YOUR INSTRUCTIONS — Identify all lines in the data containing the string "Plum". Copy them out.

RECORDS PROVIDED —

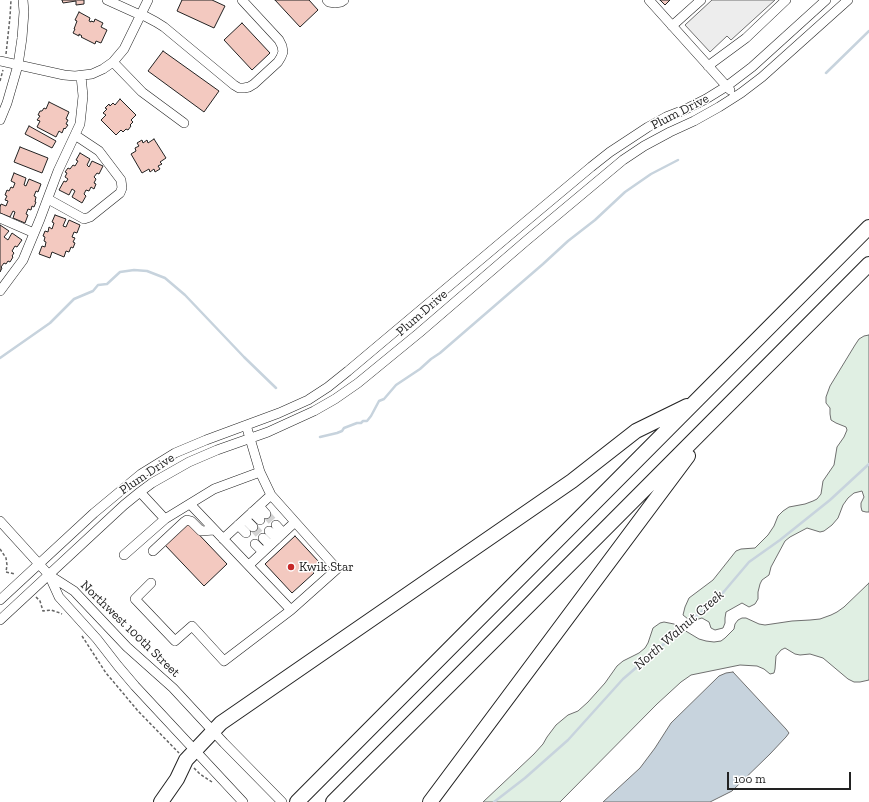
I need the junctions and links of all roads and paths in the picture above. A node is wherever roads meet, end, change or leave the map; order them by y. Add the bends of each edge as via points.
1 (11, 0) edge
2 (23, 0) edge
3 (107, 0) edge
4 (148, 0) edge
5 (242, 0) edge
6 (327, 0) edge
7 (344, 0) edge
8 (649, 0) edge
9 (701, 0) edge
10 (786, 0) edge
11 (826, 0) edge
12 (848, 0) edge
13 (141, 14) junction
14 (672, 26) junction
15 (3, 62) edge
16 (113, 62) junction
17 (18, 65) junction
18 (708, 66) junction
19 (81, 76) junction
20 (0, 81) edge
21 (727, 86) junction
22 (735, 96) junction
23 (0, 120) edge
24 (184, 123) dead end
25 (75, 135) junction
26 (48, 199) junction
27 (0, 218) edge
28 (521, 226) junction
29 (869, 228) edge
30 (34, 233) junction
31 (531, 237) junction
32 (869, 264) edge
33 (0, 291) edge
34 (698, 400) junction
35 (719, 415) junction
36 (246, 425) junction
37 (250, 438) junction
38 (260, 472) junction
39 (140, 492) junction
40 (271, 495) junction
41 (190, 504) junction
42 (252, 512) junction
43 (165, 519) junction
44 (0, 521) edge
45 (295, 522) junction
46 (238, 525) junction
47 (214, 530) junction
48 (246, 534) tunnel mouth
49 (223, 539) junction
50 (277, 539) junction
51 (256, 544) tunnel mouth
52 (0, 549) edge
53 (153, 551) dead end
54 (263, 552) junction
55 (124, 554) dead end
56 (39, 564) junction
57 (249, 566) junction
58 (16, 574) dead end
59 (48, 575) junction
60 (151, 583) dead end
61 (0, 600) edge
62 (40, 601) dead end
63 (291, 610) junction
64 (65, 617) dead end
65 (0, 620) edge
66 (81, 634) dead end
67 (213, 731) junction
68 (190, 755) junction
69 (217, 785) dead end
70 (161, 802) edge
71 (243, 802) edge
72 (282, 802) edge
73 (297, 802) edge
74 (333, 802) edge
75 (430, 802) edge

1 - 15 path
2 - 17 street
3 - 13 street
4 - 13 street
5 - 13 street via 281,42 283,52 278,62 254,84 244,88 234,85 164,27
6 - 7 street via 335,3
8 - 14 street
9 - 14 street
10 - 18 street via 746,38
11 - 21 street, Plum Drive via 752,67
12 - 22 street, Plum Drive via 762,77
13 - 16 street via 124,49
14 - 18 street
15 - 17 street
15 - 20 path
16 - 19 street via 92,74
16 - 24 street via 142,92
17 - 19 street
17 - 23 street
18 - 21 street
19 - 25 street via 83,96 80,124
21 - 22 street
21 - 28 street, Plum Drive via 648,127 610,152
22 - 31 street, Plum Drive via 694,121 644,146 613,168
25 - 26 street
25 - 26 street via 99,151 121,180 120,193 90,218 84,219
26 - 30 street
27 - 30 street
28 - 31 street
28 - 36 street, Plum Drive via 328,387 308,400
29 - 34 highway
30 - 33 street via 23,260
31 - 37 street, Plum Drive via 358,383 314,412
32 - 35 highway
34 - 67 highway via 636,431 572,481
34 - 73 highway
35 - 74 highway
35 - 75 highway
36 - 37 street
36 - 56 street, Plum Drive via 175,453 141,474
37 - 38 street
37 - 39 street, Plum Drive via 189,462
38 - 40 street
38 - 41 street via 214,489
39 - 43 street
39 - 59 street, Plum Drive
40 - 42 street
40 - 45 street
41 - 43 street
41 - 47 street
42 - 42 street via 260,521
42 - 46 street
43 - 55 street
44 - 56 street
45 - 50 street
45 - 63 street via 337,569
46 - 48 street
46 - 49 street
47 - 49 street
47 - 53 street via 201,531 187,520
49 - 57 street
50 - 50 street via 269,531
50 - 54 street
51 - 54 street
52 - 58 path via 6,558 6,572
54 - 57 street
56 - 59 street
56 - 61 street, Plum Drive
57 - 63 street
59 - 65 street, Plum Drive
59 - 67 street, Northwest 100th Street via 74,591
59 - 68 street, Northwest 100th Street via 59,597 97,639
60 - 63 street via 135,599 175,641 192,626 224,661
62 - 64 path via 43,611 51,610
66 - 68 path via 106,673 138,711
67 - 68 highway
67 - 72 street, Northwest 100th Street
68 - 69 path via 200,774
68 - 70 highway
68 - 71 street, Northwest 100th Street via 227,785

OUTPUT OF THE EXERCISE —
11 - 21 street, Plum Drive via 752,67
12 - 22 street, Plum Drive via 762,77
21 - 28 street, Plum Drive via 648,127 610,152
22 - 31 street, Plum Drive via 694,121 644,146 613,168
28 - 36 street, Plum Drive via 328,387 308,400
31 - 37 street, Plum Drive via 358,383 314,412
36 - 56 street, Plum Drive via 175,453 141,474
37 - 39 street, Plum Drive via 189,462
39 - 59 street, Plum Drive
56 - 61 street, Plum Drive
59 - 65 street, Plum Drive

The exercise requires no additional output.